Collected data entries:
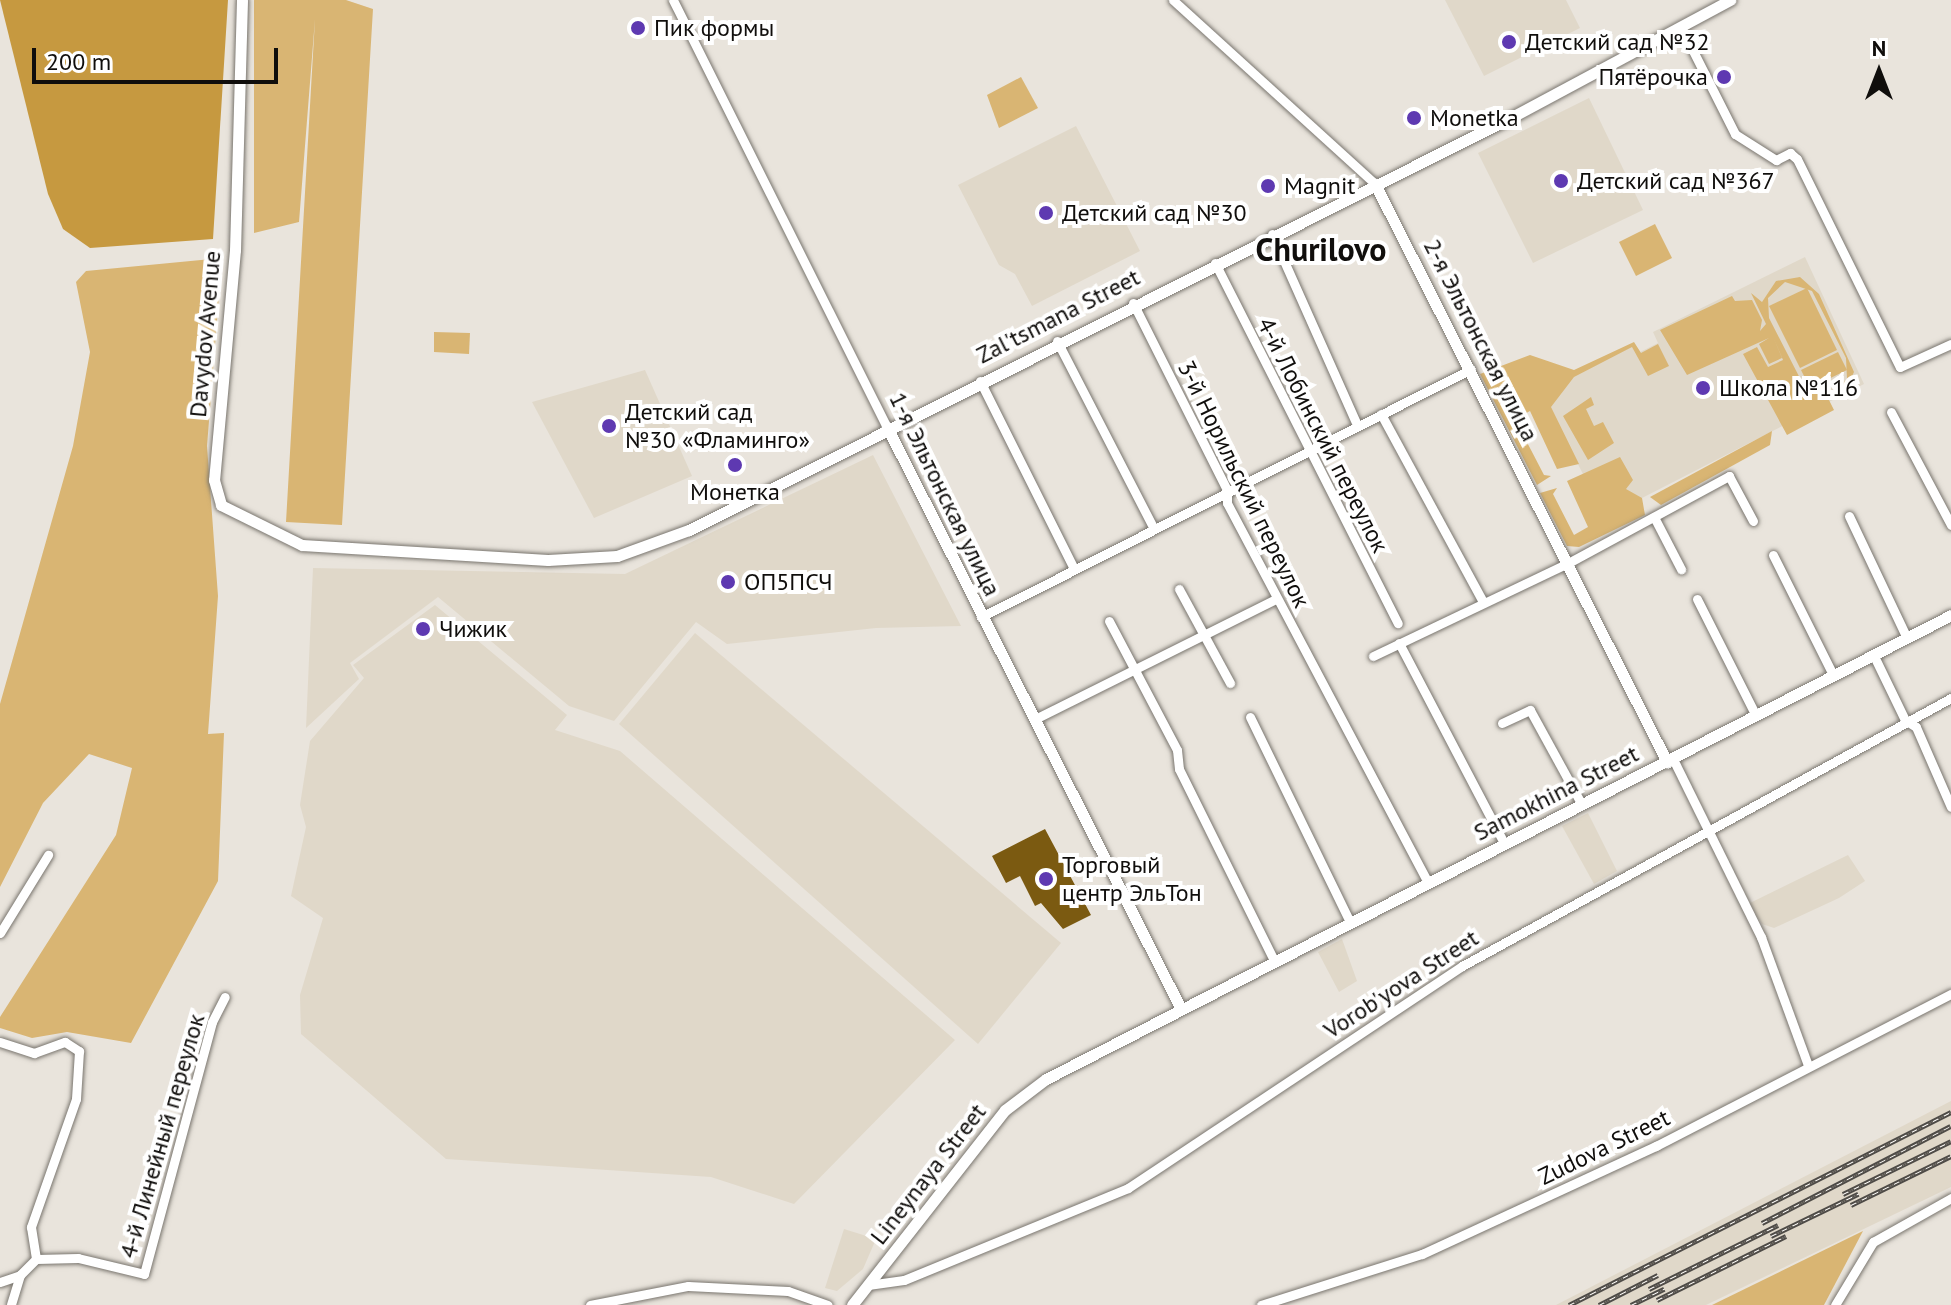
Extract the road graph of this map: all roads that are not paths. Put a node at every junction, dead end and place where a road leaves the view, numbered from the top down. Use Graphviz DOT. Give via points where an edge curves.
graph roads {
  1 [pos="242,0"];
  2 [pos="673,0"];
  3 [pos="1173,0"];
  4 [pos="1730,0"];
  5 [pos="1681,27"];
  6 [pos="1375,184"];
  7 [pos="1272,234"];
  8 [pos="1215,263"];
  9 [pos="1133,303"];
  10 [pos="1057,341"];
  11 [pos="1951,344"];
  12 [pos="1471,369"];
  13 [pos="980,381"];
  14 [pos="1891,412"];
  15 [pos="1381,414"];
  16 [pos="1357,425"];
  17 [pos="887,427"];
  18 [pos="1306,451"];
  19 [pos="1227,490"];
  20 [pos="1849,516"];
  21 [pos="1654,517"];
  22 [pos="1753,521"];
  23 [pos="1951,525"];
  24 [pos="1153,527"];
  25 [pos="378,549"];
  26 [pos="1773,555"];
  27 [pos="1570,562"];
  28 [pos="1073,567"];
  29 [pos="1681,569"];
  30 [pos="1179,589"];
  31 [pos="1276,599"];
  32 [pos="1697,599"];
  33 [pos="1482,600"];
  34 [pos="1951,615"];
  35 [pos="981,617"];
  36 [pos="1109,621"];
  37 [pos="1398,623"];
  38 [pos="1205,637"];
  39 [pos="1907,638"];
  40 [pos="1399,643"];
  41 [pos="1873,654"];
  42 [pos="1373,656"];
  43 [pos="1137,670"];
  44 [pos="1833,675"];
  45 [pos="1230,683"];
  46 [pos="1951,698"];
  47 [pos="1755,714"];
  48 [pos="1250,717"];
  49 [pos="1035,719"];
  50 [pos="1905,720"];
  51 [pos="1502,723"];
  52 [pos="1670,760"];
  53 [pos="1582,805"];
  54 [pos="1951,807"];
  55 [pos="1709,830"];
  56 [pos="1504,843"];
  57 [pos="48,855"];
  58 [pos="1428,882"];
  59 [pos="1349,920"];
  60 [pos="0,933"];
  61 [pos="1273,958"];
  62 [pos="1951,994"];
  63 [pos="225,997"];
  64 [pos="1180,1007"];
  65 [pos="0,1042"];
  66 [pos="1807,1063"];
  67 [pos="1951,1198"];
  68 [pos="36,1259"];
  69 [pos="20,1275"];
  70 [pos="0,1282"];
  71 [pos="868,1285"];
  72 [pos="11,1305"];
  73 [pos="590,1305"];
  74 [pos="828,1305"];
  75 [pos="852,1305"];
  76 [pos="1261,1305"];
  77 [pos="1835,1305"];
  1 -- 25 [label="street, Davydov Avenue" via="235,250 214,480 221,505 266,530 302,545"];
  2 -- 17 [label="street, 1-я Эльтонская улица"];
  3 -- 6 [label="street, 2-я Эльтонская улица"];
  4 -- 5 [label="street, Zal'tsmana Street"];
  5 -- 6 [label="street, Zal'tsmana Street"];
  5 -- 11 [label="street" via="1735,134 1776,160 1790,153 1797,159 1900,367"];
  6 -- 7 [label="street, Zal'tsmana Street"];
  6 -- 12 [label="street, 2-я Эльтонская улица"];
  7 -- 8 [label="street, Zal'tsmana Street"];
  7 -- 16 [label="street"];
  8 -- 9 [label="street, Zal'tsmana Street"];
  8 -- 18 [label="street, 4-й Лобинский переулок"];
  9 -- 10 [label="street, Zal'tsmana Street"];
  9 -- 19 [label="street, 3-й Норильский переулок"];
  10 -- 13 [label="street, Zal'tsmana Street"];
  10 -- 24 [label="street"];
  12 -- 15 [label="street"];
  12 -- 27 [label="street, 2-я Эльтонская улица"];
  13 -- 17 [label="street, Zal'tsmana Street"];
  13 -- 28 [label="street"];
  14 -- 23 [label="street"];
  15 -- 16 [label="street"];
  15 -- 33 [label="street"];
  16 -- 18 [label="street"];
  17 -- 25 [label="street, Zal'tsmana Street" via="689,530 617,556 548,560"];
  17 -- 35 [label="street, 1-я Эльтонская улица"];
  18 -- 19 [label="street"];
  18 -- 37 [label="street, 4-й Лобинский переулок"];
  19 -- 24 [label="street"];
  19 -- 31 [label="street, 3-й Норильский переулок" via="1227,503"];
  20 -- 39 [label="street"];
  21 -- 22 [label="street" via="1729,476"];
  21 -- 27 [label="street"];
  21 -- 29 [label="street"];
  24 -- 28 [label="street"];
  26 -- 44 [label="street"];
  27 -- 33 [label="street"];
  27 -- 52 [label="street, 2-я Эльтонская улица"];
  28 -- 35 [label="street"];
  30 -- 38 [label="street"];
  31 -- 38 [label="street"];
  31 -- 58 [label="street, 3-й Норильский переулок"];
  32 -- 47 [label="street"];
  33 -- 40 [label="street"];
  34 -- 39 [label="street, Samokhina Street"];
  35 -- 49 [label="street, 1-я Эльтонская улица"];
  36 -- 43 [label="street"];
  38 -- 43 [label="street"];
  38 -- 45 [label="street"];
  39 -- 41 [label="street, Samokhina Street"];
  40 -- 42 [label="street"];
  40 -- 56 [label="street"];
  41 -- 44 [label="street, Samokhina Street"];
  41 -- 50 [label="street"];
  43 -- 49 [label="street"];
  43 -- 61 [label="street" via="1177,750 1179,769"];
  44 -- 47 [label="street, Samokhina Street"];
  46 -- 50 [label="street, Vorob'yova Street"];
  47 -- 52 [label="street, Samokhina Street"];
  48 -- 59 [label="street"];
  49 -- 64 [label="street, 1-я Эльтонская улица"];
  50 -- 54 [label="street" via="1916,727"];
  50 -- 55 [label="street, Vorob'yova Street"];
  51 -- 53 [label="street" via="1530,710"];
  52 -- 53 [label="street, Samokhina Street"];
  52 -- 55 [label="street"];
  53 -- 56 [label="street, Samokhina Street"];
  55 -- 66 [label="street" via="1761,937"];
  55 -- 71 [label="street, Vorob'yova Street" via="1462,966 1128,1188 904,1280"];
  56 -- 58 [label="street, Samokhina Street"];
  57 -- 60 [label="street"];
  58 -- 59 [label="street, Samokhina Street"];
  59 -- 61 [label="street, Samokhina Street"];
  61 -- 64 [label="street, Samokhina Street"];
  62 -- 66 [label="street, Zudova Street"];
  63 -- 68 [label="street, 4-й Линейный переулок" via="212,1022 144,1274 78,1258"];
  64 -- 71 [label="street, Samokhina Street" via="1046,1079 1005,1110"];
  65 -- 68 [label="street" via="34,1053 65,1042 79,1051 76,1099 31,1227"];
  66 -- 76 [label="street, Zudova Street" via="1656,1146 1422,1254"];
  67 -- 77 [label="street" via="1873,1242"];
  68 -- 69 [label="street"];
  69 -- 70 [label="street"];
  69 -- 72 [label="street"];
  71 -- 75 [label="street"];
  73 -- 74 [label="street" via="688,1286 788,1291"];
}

INSTRUCTIONS TO FOLLOW
Each entry above is to be written out exactly. The pictures stay out.

YOUR RESPONSE
Extract the road graph of this map: all roads that are not paths. Put a node at every junction, dead end and place where a road leaves the view, numbered from the top down. Use Graphviz DOT. Give via points where an edge curves.
graph roads {
  1 [pos="242,0"];
  2 [pos="673,0"];
  3 [pos="1173,0"];
  4 [pos="1730,0"];
  5 [pos="1681,27"];
  6 [pos="1375,184"];
  7 [pos="1272,234"];
  8 [pos="1215,263"];
  9 [pos="1133,303"];
  10 [pos="1057,341"];
  11 [pos="1951,344"];
  12 [pos="1471,369"];
  13 [pos="980,381"];
  14 [pos="1891,412"];
  15 [pos="1381,414"];
  16 [pos="1357,425"];
  17 [pos="887,427"];
  18 [pos="1306,451"];
  19 [pos="1227,490"];
  20 [pos="1849,516"];
  21 [pos="1654,517"];
  22 [pos="1753,521"];
  23 [pos="1951,525"];
  24 [pos="1153,527"];
  25 [pos="378,549"];
  26 [pos="1773,555"];
  27 [pos="1570,562"];
  28 [pos="1073,567"];
  29 [pos="1681,569"];
  30 [pos="1179,589"];
  31 [pos="1276,599"];
  32 [pos="1697,599"];
  33 [pos="1482,600"];
  34 [pos="1951,615"];
  35 [pos="981,617"];
  36 [pos="1109,621"];
  37 [pos="1398,623"];
  38 [pos="1205,637"];
  39 [pos="1907,638"];
  40 [pos="1399,643"];
  41 [pos="1873,654"];
  42 [pos="1373,656"];
  43 [pos="1137,670"];
  44 [pos="1833,675"];
  45 [pos="1230,683"];
  46 [pos="1951,698"];
  47 [pos="1755,714"];
  48 [pos="1250,717"];
  49 [pos="1035,719"];
  50 [pos="1905,720"];
  51 [pos="1502,723"];
  52 [pos="1670,760"];
  53 [pos="1582,805"];
  54 [pos="1951,807"];
  55 [pos="1709,830"];
  56 [pos="1504,843"];
  57 [pos="48,855"];
  58 [pos="1428,882"];
  59 [pos="1349,920"];
  60 [pos="0,933"];
  61 [pos="1273,958"];
  62 [pos="1951,994"];
  63 [pos="225,997"];
  64 [pos="1180,1007"];
  65 [pos="0,1042"];
  66 [pos="1807,1063"];
  67 [pos="1951,1198"];
  68 [pos="36,1259"];
  69 [pos="20,1275"];
  70 [pos="0,1282"];
  71 [pos="868,1285"];
  72 [pos="11,1305"];
  73 [pos="590,1305"];
  74 [pos="828,1305"];
  75 [pos="852,1305"];
  76 [pos="1261,1305"];
  77 [pos="1835,1305"];
  1 -- 25 [label="street, Davydov Avenue" via="235,250 214,480 221,505 266,530 302,545"];
  2 -- 17 [label="street, 1-я Эльтонская улица"];
  3 -- 6 [label="street, 2-я Эльтонская улица"];
  4 -- 5 [label="street, Zal'tsmana Street"];
  5 -- 6 [label="street, Zal'tsmana Street"];
  5 -- 11 [label="street" via="1735,134 1776,160 1790,153 1797,159 1900,367"];
  6 -- 7 [label="street, Zal'tsmana Street"];
  6 -- 12 [label="street, 2-я Эльтонская улица"];
  7 -- 8 [label="street, Zal'tsmana Street"];
  7 -- 16 [label="street"];
  8 -- 9 [label="street, Zal'tsmana Street"];
  8 -- 18 [label="street, 4-й Лобинский переулок"];
  9 -- 10 [label="street, Zal'tsmana Street"];
  9 -- 19 [label="street, 3-й Норильский переулок"];
  10 -- 13 [label="street, Zal'tsmana Street"];
  10 -- 24 [label="street"];
  12 -- 15 [label="street"];
  12 -- 27 [label="street, 2-я Эльтонская улица"];
  13 -- 17 [label="street, Zal'tsmana Street"];
  13 -- 28 [label="street"];
  14 -- 23 [label="street"];
  15 -- 16 [label="street"];
  15 -- 33 [label="street"];
  16 -- 18 [label="street"];
  17 -- 25 [label="street, Zal'tsmana Street" via="689,530 617,556 548,560"];
  17 -- 35 [label="street, 1-я Эльтонская улица"];
  18 -- 19 [label="street"];
  18 -- 37 [label="street, 4-й Лобинский переулок"];
  19 -- 24 [label="street"];
  19 -- 31 [label="street, 3-й Норильский переулок" via="1227,503"];
  20 -- 39 [label="street"];
  21 -- 22 [label="street" via="1729,476"];
  21 -- 27 [label="street"];
  21 -- 29 [label="street"];
  24 -- 28 [label="street"];
  26 -- 44 [label="street"];
  27 -- 33 [label="street"];
  27 -- 52 [label="street, 2-я Эльтонская улица"];
  28 -- 35 [label="street"];
  30 -- 38 [label="street"];
  31 -- 38 [label="street"];
  31 -- 58 [label="street, 3-й Норильский переулок"];
  32 -- 47 [label="street"];
  33 -- 40 [label="street"];
  34 -- 39 [label="street, Samokhina Street"];
  35 -- 49 [label="street, 1-я Эльтонская улица"];
  36 -- 43 [label="street"];
  38 -- 43 [label="street"];
  38 -- 45 [label="street"];
  39 -- 41 [label="street, Samokhina Street"];
  40 -- 42 [label="street"];
  40 -- 56 [label="street"];
  41 -- 44 [label="street, Samokhina Street"];
  41 -- 50 [label="street"];
  43 -- 49 [label="street"];
  43 -- 61 [label="street" via="1177,750 1179,769"];
  44 -- 47 [label="street, Samokhina Street"];
  46 -- 50 [label="street, Vorob'yova Street"];
  47 -- 52 [label="street, Samokhina Street"];
  48 -- 59 [label="street"];
  49 -- 64 [label="street, 1-я Эльтонская улица"];
  50 -- 54 [label="street" via="1916,727"];
  50 -- 55 [label="street, Vorob'yova Street"];
  51 -- 53 [label="street" via="1530,710"];
  52 -- 53 [label="street, Samokhina Street"];
  52 -- 55 [label="street"];
  53 -- 56 [label="street, Samokhina Street"];
  55 -- 66 [label="street" via="1761,937"];
  55 -- 71 [label="street, Vorob'yova Street" via="1462,966 1128,1188 904,1280"];
  56 -- 58 [label="street, Samokhina Street"];
  57 -- 60 [label="street"];
  58 -- 59 [label="street, Samokhina Street"];
  59 -- 61 [label="street, Samokhina Street"];
  61 -- 64 [label="street, Samokhina Street"];
  62 -- 66 [label="street, Zudova Street"];
  63 -- 68 [label="street, 4-й Линейный переулок" via="212,1022 144,1274 78,1258"];
  64 -- 71 [label="street, Samokhina Street" via="1046,1079 1005,1110"];
  65 -- 68 [label="street" via="34,1053 65,1042 79,1051 76,1099 31,1227"];
  66 -- 76 [label="street, Zudova Street" via="1656,1146 1422,1254"];
  67 -- 77 [label="street" via="1873,1242"];
  68 -- 69 [label="street"];
  69 -- 70 [label="street"];
  69 -- 72 [label="street"];
  71 -- 75 [label="street"];
  73 -- 74 [label="street" via="688,1286 788,1291"];
}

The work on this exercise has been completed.